While these are the first two New Jersey appellate decisions holding that defective construction can be a covered “occurrence,” these certainly are not the first cases to recognize that Weedo, when properly considered in light of the 1973 policy form at issue in that case, does not stand for the proposition that faulty workmanship, a/k/a “defective work,” can never be a covered “occurrence.” Nevertheless, as noted by a Texas court in construing the PCOH coverage of the 1986 policy form, many courts have “continually misapplied Weedo to hold that defective construction cannot constitute an occurrence resulting in some ‘regrettably overbroad’ generalizations about CGL policies.” Lennar Corp. v. Great Am. Ins. Co., 200 S.W. 3d 651, 671 (Tex. App. 2006) (citing and quoting in part Am. Family Mut. Ins. Co. v. Am. Girl, Inc., 268 Wis.2d 16, 673 N.W.2d 65, 74 (2004)). For instance, in a leading PCOH decision, the Florida Supreme Court concluded that the outcome in Weedo was “not due to the insuring provisions [of the policy], but because faulty workmanship by a contractor was specifically excluded based on the clear and unambiguous ‘business risk’ exclusionary clauses” contained in the 1973 policy form.United States Fire Ins. Co., v. J.S.U.B., Inc., 979 So.2d 871, 881-82 (2007). Indeed, the Weedocourt itself specifically noted that the coverage limitations it applied “are set forth in the exclusion clauses of the policy, whose function it is to restrict and shape the coverage otherwise afforded.” 405 A.2d at 790 (emphasis added). As recognized in J.S.U.B. and by Cypress Pointand Belmont, if those coverage exclusions do not apply, Weedo does not answer the question of whether or not defective construction, i.e., faulty, negligent workmanship, can be a covered “occurrence.”

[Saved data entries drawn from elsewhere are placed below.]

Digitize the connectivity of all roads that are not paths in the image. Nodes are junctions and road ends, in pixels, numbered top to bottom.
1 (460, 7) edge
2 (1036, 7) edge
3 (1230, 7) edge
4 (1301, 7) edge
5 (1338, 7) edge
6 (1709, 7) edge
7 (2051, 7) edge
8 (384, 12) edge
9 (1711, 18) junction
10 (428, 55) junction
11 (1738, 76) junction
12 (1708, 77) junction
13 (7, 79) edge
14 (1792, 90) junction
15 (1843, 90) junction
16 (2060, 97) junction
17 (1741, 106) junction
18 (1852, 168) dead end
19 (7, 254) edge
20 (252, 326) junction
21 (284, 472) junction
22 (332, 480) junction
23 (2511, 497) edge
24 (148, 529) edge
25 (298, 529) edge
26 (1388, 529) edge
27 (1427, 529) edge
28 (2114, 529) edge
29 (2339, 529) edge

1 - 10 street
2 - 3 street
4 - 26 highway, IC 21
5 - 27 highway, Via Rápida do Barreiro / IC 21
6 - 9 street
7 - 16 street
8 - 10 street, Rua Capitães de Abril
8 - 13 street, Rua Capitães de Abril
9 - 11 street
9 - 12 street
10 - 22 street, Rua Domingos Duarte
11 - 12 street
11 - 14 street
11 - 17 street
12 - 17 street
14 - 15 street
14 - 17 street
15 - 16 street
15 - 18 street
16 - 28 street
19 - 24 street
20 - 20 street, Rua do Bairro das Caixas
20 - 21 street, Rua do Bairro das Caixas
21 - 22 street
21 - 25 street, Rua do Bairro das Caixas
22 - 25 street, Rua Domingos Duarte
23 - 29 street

As noted simply in Cypress Point, “[i]n Weedo, the Court did not resolve whether consequential damages resulting from subcontractors’ faulty workmanship constituted ‘property damage’ or an ‘occurrence.’” 2015 WL 4111890, at *4. Most importantly, unlike the 1973 policy form construed in Weedo, the “plain language” of the 1986 policy form at issue in Cypress Point contained a critical difference in the exclusionary language for damage to “your work.” Unlike the policy form at issue in Weedo, the policy construed in Cypress Point contains an “exception” that eliminates the “your work” exclusion “‘if the damaged work or the work out of which the damage arises was performed on your [the insured’s] behalf by a subcontractor.’” Id. at 6 (quoting policy form) (emphasis in original). The court ruled that the “addition of the subcontractor’s exception is of critical importance when determining whether the subcontractors’ faulty workmanship causing consequential damages amounts to ‘property damage’ and an ‘occurrence’ under the policy.”Id. at 6. Citing J.S.U.B., among other authorities, the Cypress Point court noted that the proposition that “construction defects” can be insured “occurrences” was now the “majority rule” in cases construing the 1986 policy form when post-completion property damage is caused by a negligent subcontractor. Id. at 7. Citing the commonly-used definition of an “accidental occurrence” as an event neither expected nor intended by the wrongdoer, the court noted that the “insurers do not contend, and we cannot reasonably believe, that the subcontractors either expected or intended for their faulty workmanship to cause ‘physical injury to tangible property.’” Id. at 4.